Il punto che mi preme è un altro. Tranne forse per i più giovani che non ne hanno memoria diretta, questi avvenimenti nel nostro ricordo sembrano ancora molto vicini, eppure sono passati tredici anni.
È la stessa distanza che ci separa dal 2035, anno in cui l’Unione europea ha deciso che non si potranno più produrre auto con motore a scoppio. In poco più di un decennio dovremo assistere a una rivoluzione gigantesca, dalle infrastrutture (colonnine di ricarica per le auto elettriche diffuse in ogni comune europeo) all’impatto sull’automotive con centinaia di migliaia di posti di lavoro a rischio in tutta Europa perché la manifattura di un’auto elettrica è molto più semplice, anche se alcune componenti come le batterie le rendono molto costose. E ancora: un forte impulso alle energie rinnovabili (non avrebbe senso potenziare le auto elettriche se poi si dovessero alimentare con energia proveniente da carburanti fossili); un vero e proprio sconvolgimento degli equilibri produttivi globali, perché la Cina, che si parli di batterie o di pannelli solari, sembra molto più avanti dell’industria europea.

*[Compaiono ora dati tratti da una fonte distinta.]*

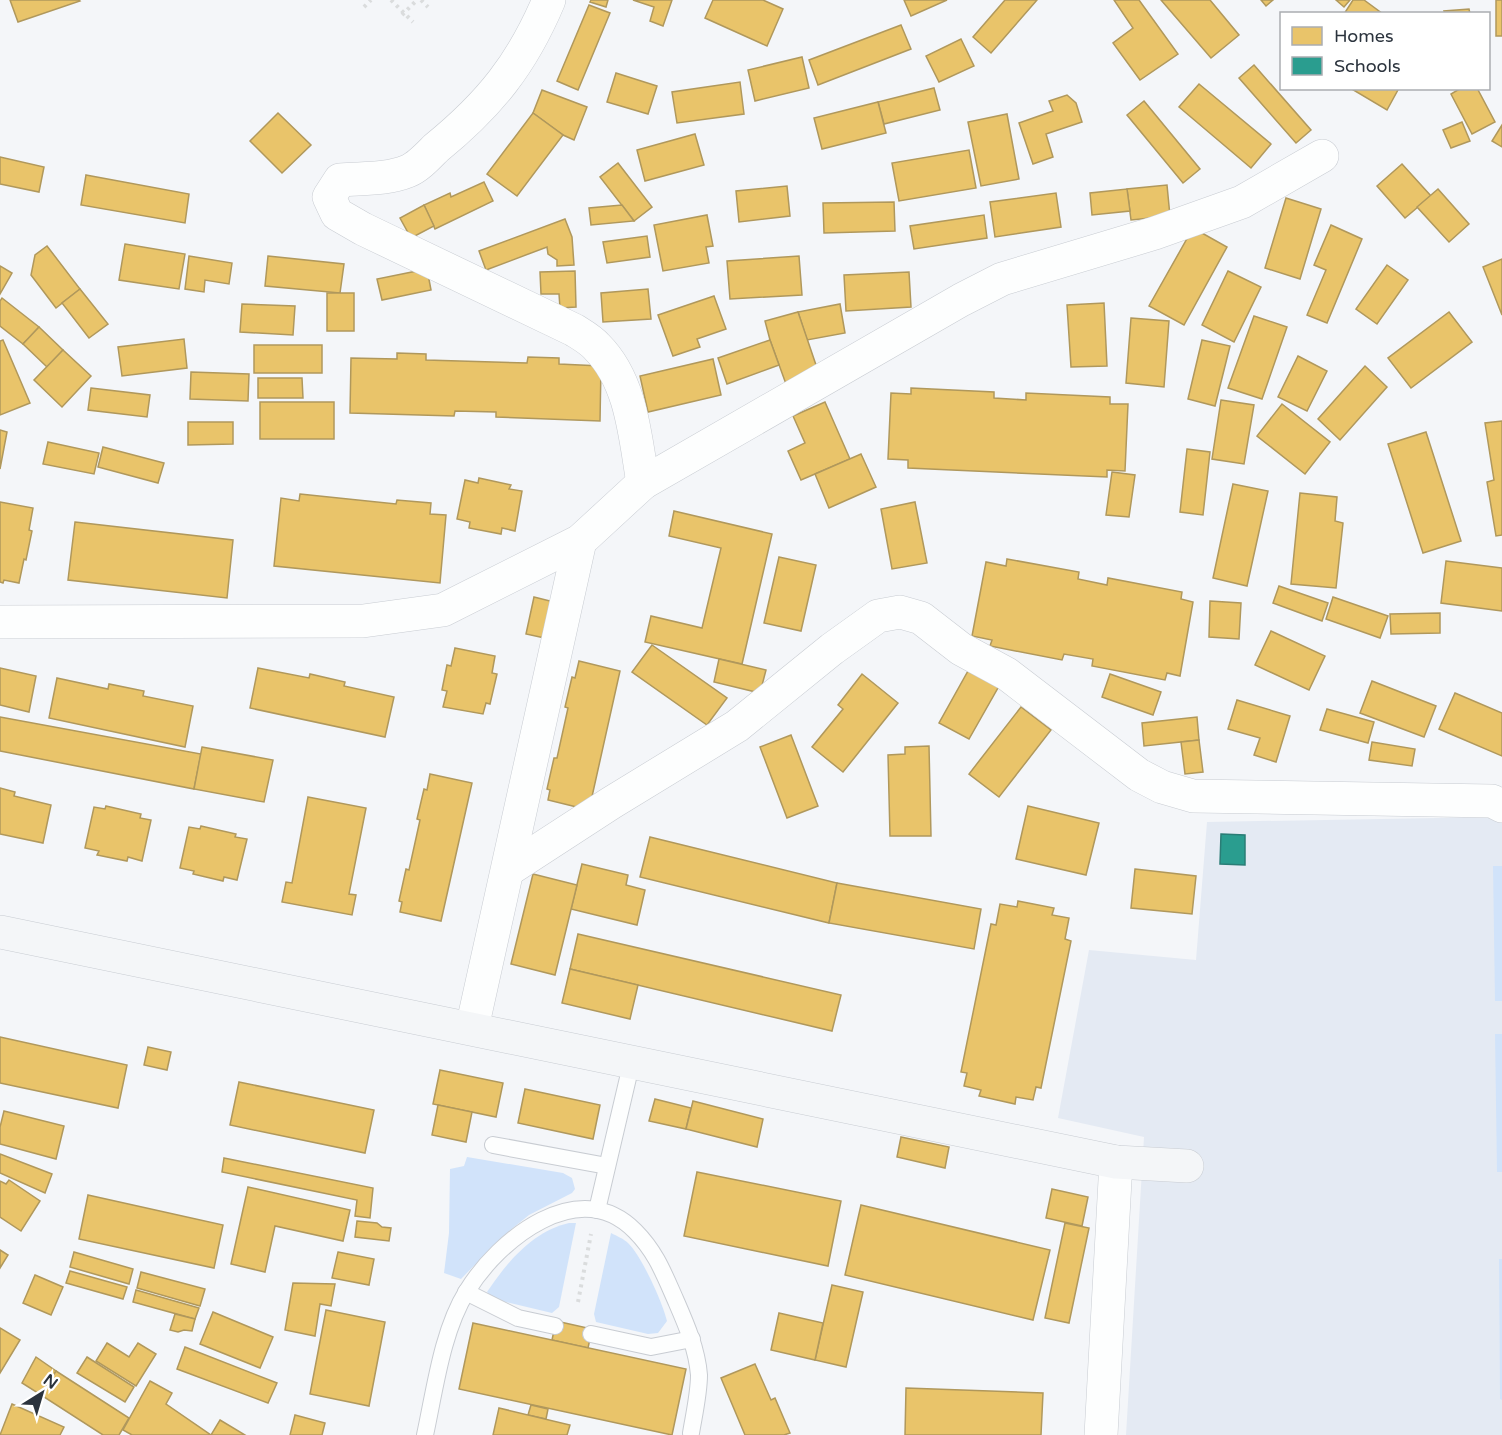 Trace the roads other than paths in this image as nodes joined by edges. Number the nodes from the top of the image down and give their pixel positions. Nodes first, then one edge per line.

Il voto sull’auto elettrica ha spaccato il Parlamento di Strasburgo, anche all’interno di diversi gruppi parlamentari, e subito sono cominciate le proteste, le denunce, ma anche le giuste preoccupazioni, per gli effetti di questa accelerazione della transizione ecologica.
Chi come noi pensa che esiste un obiettivo primario (salvare il Pianeta e l’umanità dalla crisi climatica con una transizione che non lasci indietro nessuno), e che tutte le altre scelte (e cioè gli adattamenti del sistema economico, fiscale e sociale) sono variabili dipendenti da questo obiettivo, non può che approvare questa accelerazione, se di accelerazione si tratta (se ne parlava da tempo!); semmai dobbiamo invitare tutti i protagonisti, anziché fare sterili polemiche di retroguardia, a una riflessione per valutare il percorso da compiere e i punti di debolezza e di forza, vulnerabilità e resilienza, per realizzare quella rivoluzione che non possiamo evitare.
L’aspetto positivo di questo dibattito è che dopo molte chiacchiere sulla sostenibilità, una parola che ha invaso la comunicazione pubblicitaria tanto da venire a noia, finalmente si parla di iniziative concrete, si dà la misura dei cambiamenti e, diciamolo, dei sacrifici che si dovranno affrontare per la transizione ecologica.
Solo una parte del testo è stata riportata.